-- EXERCISE BRIEF --
The answer should consist of each line from the data below that includes "image".

(Saved entries)
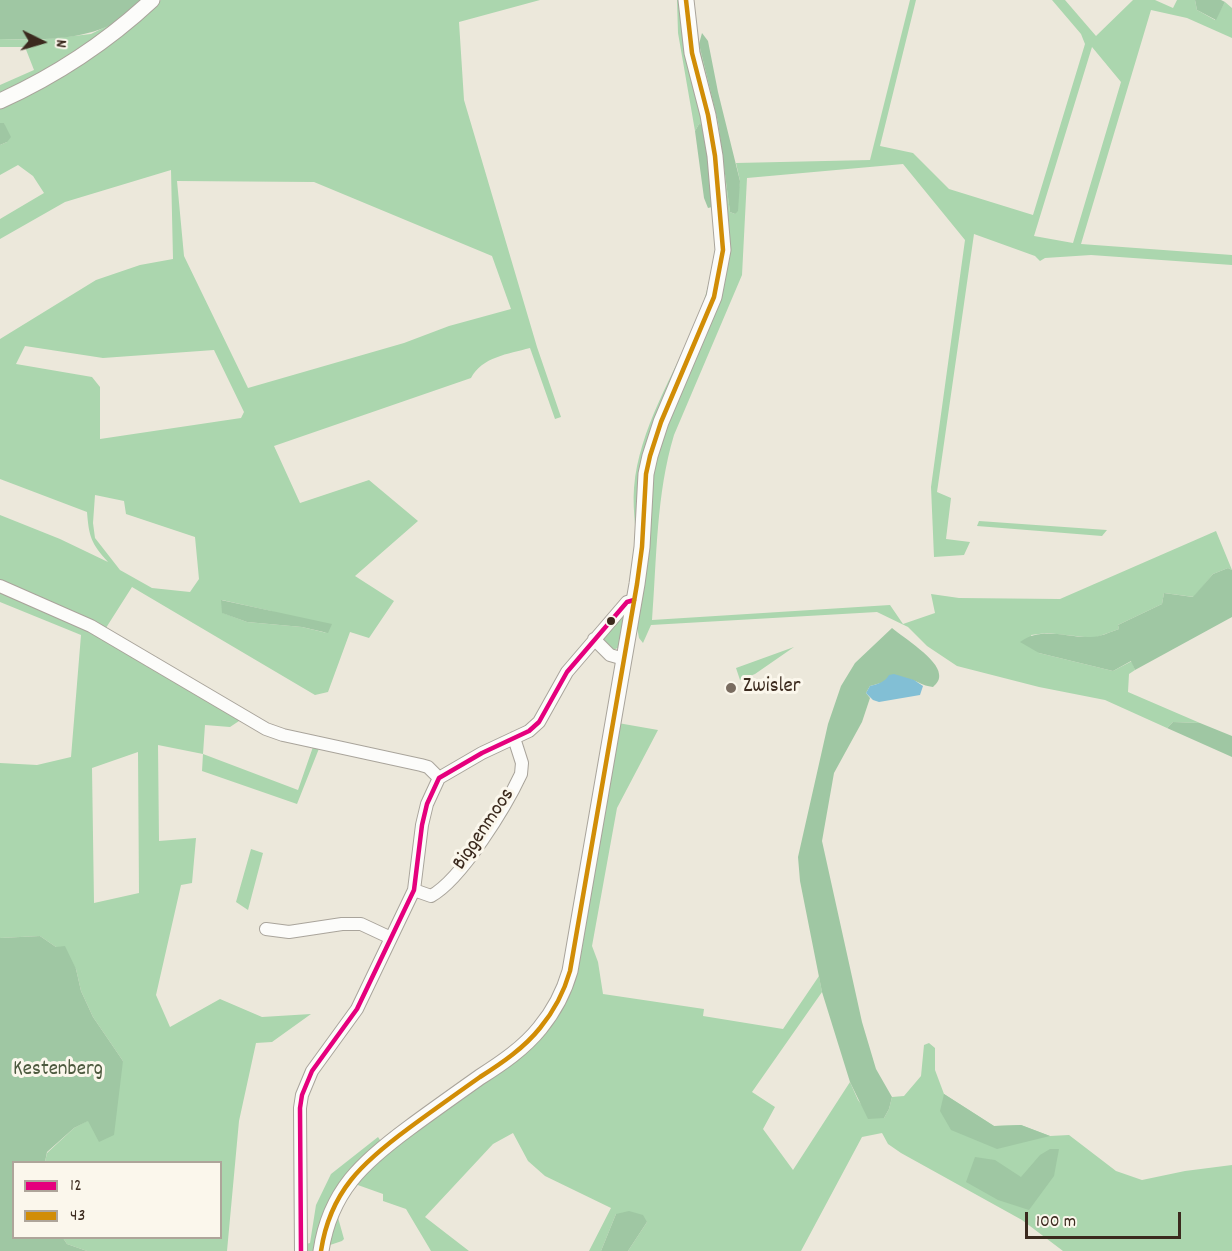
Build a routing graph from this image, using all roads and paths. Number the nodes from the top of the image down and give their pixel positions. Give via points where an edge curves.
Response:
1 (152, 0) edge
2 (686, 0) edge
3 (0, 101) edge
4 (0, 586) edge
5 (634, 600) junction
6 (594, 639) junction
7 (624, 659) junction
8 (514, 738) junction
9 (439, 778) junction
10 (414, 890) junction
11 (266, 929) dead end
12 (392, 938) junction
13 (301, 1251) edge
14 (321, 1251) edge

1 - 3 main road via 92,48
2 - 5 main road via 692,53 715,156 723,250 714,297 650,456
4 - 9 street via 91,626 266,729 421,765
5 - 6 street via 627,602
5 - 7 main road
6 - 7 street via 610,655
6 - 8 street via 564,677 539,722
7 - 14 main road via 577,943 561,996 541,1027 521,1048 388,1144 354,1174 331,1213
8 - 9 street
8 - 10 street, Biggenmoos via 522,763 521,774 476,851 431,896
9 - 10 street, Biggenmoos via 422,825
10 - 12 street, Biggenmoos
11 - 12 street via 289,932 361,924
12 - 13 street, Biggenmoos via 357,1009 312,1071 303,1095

--

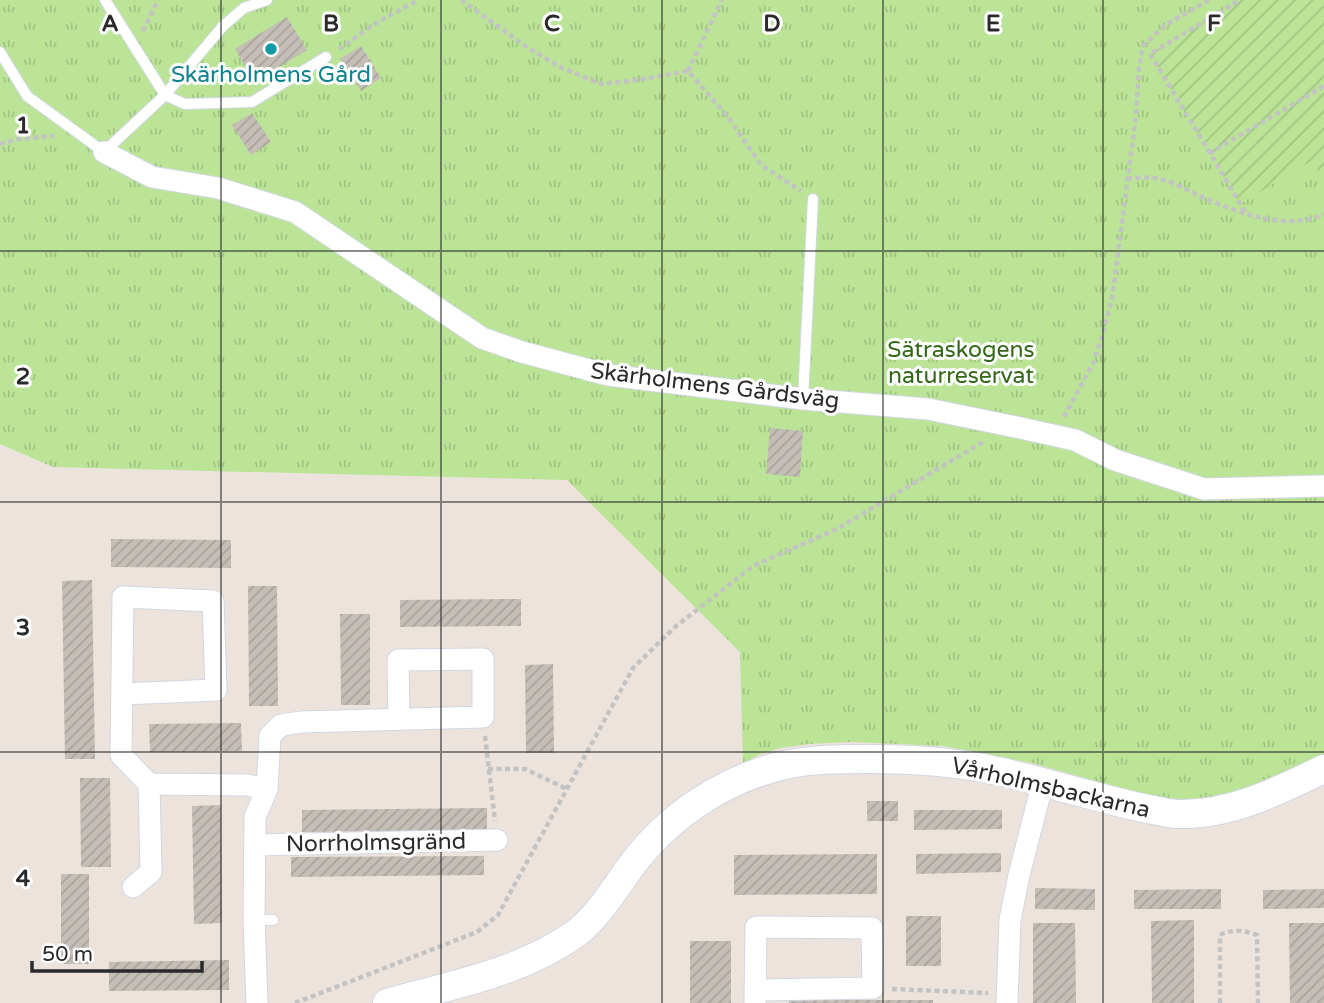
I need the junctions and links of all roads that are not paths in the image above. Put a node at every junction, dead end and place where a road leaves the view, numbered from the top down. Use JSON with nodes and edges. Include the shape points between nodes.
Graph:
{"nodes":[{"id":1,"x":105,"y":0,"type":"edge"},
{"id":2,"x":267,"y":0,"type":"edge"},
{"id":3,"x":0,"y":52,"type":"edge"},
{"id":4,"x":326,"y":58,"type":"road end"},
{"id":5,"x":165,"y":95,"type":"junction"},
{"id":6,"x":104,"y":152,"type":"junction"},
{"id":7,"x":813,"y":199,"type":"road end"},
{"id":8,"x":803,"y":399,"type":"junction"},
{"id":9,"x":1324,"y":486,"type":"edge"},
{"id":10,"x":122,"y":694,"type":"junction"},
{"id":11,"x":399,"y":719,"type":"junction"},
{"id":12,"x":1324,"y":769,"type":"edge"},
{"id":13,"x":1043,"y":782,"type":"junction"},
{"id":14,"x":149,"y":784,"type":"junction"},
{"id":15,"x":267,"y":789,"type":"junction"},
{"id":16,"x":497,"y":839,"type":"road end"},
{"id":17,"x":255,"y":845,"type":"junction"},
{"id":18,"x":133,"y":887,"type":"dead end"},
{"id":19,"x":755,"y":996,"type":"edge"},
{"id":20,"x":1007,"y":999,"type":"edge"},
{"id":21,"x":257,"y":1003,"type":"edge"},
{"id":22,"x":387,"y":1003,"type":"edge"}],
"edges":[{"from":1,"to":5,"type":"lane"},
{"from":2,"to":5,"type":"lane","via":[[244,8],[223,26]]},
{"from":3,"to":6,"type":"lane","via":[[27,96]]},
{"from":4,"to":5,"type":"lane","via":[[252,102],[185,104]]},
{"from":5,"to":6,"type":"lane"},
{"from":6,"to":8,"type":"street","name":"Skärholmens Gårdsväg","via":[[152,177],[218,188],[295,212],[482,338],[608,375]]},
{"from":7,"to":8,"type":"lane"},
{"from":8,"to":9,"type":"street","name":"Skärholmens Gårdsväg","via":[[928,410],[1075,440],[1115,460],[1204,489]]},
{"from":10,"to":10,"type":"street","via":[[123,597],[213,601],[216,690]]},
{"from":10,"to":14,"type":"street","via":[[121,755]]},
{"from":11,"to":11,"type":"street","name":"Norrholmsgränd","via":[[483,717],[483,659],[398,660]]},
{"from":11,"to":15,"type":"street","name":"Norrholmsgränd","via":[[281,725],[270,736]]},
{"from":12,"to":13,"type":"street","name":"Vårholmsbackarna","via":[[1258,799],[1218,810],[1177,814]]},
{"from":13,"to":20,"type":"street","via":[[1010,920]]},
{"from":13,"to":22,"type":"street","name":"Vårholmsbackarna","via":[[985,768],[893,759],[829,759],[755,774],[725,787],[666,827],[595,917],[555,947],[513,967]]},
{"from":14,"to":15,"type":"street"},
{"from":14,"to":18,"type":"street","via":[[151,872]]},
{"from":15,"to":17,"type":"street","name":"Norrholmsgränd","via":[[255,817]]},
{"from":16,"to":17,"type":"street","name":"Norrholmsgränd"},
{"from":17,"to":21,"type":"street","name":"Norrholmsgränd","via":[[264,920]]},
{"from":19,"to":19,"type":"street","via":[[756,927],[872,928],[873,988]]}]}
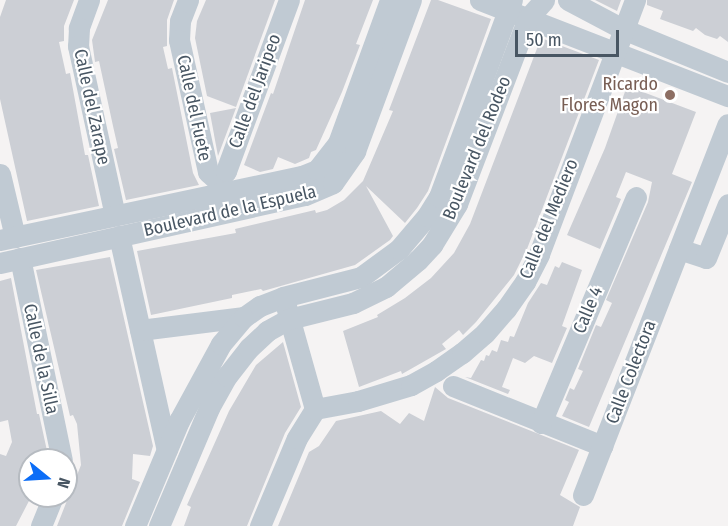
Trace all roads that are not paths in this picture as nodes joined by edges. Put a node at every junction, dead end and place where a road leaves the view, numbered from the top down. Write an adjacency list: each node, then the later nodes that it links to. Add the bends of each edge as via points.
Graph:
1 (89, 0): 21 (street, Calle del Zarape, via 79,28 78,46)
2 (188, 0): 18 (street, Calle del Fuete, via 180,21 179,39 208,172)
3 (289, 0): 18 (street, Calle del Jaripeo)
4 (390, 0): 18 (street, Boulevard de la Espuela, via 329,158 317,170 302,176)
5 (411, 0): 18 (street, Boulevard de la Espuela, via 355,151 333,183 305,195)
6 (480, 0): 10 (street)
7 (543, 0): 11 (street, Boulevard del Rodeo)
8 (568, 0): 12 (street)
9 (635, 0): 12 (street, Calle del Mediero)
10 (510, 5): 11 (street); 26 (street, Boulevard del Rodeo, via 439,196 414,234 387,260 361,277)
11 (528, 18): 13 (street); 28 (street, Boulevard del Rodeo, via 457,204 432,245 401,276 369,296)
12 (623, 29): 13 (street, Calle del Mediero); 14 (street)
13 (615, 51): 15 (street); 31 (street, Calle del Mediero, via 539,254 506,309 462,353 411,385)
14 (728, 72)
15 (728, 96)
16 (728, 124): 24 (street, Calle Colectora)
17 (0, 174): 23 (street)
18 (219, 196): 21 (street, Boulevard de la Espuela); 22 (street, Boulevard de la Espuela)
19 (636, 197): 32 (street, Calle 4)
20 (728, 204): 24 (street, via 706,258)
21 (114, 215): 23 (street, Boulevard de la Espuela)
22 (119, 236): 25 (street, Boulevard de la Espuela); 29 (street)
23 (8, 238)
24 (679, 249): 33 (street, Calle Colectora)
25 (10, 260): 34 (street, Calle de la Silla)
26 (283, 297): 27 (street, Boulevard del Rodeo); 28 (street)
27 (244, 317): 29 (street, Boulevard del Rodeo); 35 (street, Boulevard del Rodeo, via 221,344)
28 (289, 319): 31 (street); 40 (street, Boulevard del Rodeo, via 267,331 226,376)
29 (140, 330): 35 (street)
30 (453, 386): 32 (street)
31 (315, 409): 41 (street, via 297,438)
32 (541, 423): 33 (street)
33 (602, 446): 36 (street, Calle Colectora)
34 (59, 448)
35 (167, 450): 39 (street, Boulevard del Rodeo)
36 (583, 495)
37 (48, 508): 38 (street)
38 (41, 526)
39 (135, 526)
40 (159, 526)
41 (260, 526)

-- FINAL ANSWER --
Build a routing graph from this image, using all roads and paths. Number the nodes from the top of the image down and give their pixel positions. Give via points where an edge curves.
I need the junctions and links of all roads that are not paths in the image above. Put a node at every junction, dead end and place where a road leaves the view, numbered from the top down. Use JSON with nodes and edges. Include the shape points between nodes.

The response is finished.